• About this exercise
Read the records below. Copy each line where the string "Village" occurs.

_ _ _ _ _

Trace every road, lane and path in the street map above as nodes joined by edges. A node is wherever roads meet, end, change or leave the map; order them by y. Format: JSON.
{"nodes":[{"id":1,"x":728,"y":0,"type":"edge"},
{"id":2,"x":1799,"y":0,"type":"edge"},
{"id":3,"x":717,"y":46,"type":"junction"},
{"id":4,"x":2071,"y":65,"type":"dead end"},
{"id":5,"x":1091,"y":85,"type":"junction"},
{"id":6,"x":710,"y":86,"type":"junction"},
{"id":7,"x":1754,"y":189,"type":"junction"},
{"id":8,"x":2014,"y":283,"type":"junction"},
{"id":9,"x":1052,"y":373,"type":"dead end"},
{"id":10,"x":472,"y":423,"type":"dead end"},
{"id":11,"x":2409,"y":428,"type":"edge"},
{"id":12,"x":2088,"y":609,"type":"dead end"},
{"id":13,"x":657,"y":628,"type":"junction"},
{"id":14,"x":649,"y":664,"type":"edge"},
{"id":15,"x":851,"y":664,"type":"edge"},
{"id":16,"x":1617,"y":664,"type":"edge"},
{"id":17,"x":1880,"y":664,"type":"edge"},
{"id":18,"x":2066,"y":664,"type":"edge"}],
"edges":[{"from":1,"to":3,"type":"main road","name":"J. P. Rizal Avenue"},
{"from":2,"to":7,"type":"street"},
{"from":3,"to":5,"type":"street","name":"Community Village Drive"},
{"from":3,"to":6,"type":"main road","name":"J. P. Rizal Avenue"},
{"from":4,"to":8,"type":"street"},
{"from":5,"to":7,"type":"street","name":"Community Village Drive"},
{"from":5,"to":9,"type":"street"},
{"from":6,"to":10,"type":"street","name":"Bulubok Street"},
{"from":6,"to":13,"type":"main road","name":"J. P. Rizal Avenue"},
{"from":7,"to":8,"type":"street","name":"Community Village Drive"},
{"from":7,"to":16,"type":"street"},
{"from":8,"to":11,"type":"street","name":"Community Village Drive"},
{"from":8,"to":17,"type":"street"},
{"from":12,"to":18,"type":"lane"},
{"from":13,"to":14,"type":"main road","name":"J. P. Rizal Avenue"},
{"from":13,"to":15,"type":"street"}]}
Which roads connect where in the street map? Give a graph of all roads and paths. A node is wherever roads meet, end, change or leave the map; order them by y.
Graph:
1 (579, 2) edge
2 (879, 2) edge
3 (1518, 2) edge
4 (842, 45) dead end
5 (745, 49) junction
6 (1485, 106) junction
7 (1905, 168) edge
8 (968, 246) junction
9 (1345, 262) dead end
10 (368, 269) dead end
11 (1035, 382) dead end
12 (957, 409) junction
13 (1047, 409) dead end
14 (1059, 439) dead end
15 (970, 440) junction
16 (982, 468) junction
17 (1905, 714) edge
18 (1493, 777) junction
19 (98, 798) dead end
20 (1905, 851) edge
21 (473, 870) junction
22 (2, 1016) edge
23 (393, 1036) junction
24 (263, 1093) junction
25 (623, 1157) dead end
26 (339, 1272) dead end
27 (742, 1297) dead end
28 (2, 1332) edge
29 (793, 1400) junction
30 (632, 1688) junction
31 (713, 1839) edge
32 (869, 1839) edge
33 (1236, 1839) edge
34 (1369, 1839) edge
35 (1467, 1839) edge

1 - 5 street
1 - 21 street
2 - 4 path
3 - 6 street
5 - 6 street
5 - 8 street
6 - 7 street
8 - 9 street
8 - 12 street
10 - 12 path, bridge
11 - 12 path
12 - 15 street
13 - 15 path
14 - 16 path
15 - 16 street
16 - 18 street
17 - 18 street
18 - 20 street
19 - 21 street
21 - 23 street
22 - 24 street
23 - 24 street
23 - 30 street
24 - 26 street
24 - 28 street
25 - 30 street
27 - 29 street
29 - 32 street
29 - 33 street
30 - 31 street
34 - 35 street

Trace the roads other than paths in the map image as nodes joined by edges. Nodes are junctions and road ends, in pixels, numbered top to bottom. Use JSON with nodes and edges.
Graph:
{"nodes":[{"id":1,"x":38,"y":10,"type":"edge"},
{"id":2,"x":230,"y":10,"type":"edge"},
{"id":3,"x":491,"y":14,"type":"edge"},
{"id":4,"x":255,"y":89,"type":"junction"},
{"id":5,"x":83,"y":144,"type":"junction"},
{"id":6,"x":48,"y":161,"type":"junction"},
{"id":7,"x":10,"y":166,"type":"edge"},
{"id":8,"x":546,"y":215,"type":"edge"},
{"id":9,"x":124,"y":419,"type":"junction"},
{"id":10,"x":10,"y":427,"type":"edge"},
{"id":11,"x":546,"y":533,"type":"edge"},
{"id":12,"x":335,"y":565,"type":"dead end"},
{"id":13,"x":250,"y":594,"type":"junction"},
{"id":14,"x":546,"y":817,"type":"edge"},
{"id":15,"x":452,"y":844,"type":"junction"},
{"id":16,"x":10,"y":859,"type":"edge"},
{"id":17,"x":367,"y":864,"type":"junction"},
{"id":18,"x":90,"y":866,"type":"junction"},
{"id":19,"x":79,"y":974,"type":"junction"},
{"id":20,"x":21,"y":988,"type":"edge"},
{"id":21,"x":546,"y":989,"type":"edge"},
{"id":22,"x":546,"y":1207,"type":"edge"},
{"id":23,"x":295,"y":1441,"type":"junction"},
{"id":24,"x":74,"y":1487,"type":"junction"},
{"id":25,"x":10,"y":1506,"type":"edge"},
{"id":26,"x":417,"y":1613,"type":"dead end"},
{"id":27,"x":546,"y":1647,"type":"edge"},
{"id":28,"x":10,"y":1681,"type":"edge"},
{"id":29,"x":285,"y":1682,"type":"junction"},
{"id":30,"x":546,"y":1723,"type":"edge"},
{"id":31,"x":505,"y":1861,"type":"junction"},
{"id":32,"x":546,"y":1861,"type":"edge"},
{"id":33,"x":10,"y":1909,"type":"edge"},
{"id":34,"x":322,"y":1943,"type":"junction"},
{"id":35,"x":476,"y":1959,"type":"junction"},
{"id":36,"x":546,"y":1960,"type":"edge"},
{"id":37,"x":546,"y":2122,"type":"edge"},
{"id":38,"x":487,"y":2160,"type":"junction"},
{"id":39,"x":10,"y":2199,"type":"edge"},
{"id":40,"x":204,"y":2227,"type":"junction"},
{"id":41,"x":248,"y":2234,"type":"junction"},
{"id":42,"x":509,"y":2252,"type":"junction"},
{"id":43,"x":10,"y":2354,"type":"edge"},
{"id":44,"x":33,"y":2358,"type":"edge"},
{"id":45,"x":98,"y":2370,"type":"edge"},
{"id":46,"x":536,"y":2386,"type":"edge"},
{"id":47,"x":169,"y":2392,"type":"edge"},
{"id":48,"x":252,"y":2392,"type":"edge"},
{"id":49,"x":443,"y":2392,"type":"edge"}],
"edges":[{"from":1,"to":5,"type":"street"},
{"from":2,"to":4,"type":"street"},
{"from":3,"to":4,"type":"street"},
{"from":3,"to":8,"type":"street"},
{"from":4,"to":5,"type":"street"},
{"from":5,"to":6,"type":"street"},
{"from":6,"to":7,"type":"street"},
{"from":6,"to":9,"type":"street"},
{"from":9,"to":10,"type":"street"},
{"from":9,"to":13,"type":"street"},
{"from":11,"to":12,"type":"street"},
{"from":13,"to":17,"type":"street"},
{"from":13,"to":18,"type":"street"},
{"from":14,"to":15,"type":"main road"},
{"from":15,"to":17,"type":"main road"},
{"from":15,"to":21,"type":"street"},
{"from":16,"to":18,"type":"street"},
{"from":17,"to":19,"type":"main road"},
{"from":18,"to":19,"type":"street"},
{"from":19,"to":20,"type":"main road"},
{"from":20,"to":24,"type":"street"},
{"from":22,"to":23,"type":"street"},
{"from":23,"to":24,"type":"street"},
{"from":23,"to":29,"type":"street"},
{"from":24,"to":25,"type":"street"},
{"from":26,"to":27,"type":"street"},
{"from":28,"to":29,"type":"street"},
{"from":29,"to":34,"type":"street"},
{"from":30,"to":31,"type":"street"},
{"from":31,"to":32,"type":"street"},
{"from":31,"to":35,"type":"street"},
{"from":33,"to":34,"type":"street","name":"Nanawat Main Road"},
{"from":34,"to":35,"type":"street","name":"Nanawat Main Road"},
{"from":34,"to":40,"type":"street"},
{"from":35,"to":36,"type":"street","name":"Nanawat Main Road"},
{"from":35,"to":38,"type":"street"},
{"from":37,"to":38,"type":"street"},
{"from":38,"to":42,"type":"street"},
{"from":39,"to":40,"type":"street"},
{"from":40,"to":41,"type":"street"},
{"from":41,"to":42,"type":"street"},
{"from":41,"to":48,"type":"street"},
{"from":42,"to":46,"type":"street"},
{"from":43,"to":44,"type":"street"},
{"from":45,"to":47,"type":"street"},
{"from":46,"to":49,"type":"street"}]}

_ _ _ _ _

• Solution
{"from":3,"to":5,"type":"street","name":"Community Village Drive"},
{"from":5,"to":7,"type":"street","name":"Community Village Drive"},
{"from":7,"to":8,"type":"street","name":"Community Village Drive"},
{"from":8,"to":11,"type":"street","name":"Community Village Drive"},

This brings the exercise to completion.